The answer must consist of every line in the records below that contains the string "from".

Dataset entries
------------------------------------------------
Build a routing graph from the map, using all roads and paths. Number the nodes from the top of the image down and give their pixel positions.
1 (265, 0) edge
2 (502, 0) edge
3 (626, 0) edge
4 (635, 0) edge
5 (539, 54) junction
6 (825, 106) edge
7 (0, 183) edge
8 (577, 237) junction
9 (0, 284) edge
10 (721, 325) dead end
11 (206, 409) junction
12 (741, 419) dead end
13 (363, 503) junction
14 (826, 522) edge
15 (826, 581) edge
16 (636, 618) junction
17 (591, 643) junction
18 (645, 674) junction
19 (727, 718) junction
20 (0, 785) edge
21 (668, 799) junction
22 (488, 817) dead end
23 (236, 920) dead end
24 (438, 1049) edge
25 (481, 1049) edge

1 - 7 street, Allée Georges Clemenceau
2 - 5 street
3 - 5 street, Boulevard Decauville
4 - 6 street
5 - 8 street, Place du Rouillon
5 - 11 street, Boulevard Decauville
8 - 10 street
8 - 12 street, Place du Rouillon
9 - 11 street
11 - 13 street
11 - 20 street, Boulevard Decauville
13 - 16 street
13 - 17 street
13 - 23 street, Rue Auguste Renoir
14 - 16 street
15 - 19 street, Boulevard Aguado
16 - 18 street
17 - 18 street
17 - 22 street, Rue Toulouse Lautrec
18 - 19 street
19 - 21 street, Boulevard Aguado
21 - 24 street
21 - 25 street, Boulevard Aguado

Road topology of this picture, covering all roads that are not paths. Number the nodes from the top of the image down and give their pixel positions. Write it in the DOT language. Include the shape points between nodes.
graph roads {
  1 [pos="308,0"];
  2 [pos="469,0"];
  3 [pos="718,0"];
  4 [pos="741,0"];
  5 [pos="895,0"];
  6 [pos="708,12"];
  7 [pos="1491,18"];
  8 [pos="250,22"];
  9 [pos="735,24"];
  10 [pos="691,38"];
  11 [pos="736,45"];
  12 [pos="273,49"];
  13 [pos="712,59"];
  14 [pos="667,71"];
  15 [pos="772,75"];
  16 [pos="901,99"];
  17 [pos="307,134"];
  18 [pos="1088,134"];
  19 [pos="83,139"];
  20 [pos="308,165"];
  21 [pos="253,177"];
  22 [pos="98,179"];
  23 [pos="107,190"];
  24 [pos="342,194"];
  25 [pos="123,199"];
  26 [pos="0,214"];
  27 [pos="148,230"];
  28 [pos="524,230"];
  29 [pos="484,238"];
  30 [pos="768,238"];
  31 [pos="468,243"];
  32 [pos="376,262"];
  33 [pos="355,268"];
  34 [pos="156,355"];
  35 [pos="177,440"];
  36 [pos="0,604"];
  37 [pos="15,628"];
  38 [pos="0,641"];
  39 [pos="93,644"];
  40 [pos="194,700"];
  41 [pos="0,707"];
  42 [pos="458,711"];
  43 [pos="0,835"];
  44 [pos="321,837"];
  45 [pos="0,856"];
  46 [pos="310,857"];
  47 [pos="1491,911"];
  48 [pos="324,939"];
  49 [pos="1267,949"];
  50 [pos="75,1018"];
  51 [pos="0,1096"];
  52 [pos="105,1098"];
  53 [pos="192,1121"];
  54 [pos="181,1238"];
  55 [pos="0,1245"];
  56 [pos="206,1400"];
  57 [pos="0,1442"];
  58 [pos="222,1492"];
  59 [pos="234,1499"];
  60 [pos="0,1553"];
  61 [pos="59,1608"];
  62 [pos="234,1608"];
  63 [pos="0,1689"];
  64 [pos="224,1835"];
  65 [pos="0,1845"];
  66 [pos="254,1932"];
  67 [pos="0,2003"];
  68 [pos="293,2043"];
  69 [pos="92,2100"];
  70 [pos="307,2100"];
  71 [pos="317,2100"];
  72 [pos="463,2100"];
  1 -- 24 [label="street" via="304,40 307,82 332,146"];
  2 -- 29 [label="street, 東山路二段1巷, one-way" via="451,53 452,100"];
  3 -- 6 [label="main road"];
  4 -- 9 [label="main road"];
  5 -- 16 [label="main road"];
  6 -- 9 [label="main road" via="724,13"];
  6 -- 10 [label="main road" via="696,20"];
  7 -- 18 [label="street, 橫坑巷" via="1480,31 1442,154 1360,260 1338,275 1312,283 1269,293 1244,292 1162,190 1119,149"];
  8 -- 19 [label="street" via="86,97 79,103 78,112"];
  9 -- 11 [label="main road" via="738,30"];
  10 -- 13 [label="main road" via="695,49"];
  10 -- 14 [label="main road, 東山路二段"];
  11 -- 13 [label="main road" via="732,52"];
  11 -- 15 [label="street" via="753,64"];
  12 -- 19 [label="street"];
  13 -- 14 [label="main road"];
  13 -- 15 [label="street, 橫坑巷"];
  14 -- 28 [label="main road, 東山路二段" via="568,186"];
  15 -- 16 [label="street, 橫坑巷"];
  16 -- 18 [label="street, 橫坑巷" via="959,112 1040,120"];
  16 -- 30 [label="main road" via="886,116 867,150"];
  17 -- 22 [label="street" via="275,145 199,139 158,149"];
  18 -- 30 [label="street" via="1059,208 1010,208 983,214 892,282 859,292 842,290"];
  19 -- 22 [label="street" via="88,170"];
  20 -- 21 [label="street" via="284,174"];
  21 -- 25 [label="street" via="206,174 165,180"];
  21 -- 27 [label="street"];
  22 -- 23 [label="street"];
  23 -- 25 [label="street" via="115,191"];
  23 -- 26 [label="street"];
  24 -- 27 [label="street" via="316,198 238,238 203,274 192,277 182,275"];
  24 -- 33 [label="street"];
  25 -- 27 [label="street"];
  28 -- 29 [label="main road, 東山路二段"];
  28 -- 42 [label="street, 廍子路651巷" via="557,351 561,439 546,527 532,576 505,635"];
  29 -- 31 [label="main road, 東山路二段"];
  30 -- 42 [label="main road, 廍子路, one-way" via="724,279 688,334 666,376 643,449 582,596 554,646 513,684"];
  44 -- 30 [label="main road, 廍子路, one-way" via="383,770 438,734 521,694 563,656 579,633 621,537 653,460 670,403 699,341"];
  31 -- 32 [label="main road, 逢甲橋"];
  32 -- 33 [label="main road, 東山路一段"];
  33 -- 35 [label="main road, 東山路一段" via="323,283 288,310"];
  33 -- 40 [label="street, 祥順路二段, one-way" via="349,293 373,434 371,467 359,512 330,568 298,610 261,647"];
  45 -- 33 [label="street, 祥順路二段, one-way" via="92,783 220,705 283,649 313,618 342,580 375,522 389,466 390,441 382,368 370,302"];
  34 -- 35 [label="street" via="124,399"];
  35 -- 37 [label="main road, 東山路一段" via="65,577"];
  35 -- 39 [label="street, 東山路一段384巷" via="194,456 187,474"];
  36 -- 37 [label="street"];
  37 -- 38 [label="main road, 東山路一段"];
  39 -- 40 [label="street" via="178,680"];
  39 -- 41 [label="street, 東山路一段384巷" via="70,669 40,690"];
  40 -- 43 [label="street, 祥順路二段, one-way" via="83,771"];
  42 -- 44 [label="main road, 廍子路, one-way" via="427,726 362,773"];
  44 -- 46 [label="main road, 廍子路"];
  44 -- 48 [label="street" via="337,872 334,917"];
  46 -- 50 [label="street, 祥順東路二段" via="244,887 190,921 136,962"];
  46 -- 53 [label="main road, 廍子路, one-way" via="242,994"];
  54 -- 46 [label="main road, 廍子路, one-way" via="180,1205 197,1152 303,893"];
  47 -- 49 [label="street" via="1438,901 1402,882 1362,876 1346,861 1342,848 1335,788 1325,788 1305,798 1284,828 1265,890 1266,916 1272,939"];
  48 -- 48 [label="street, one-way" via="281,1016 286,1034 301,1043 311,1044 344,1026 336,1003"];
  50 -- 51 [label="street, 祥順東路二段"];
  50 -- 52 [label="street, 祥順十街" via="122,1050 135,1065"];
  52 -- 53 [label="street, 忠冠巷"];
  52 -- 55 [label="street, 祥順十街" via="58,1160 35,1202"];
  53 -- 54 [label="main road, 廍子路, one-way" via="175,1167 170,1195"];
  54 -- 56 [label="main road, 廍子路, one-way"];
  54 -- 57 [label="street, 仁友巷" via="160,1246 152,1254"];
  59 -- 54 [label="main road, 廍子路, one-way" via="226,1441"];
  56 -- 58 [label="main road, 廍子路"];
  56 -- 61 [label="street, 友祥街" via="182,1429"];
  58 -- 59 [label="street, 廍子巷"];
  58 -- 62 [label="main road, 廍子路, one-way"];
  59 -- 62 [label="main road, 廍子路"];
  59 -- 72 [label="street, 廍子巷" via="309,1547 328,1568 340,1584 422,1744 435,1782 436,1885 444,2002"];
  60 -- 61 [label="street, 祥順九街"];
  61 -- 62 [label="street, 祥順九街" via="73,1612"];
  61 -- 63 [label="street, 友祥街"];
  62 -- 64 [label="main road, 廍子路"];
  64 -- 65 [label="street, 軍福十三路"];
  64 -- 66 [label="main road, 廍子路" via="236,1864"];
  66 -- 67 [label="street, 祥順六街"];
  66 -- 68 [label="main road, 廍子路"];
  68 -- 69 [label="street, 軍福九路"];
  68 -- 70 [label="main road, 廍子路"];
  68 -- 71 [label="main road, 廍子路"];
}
------------------------------------------------
Result for this task
Build a routing graph from the map, using all roads and paths. Number the nodes from the top of the image down and give their pixel positions.
Road topology of this picture, covering all roads that are not paths. Number the nodes from the top of the image down and give their pixel positions. Write it in the DOT language. Include the shape points between nodes.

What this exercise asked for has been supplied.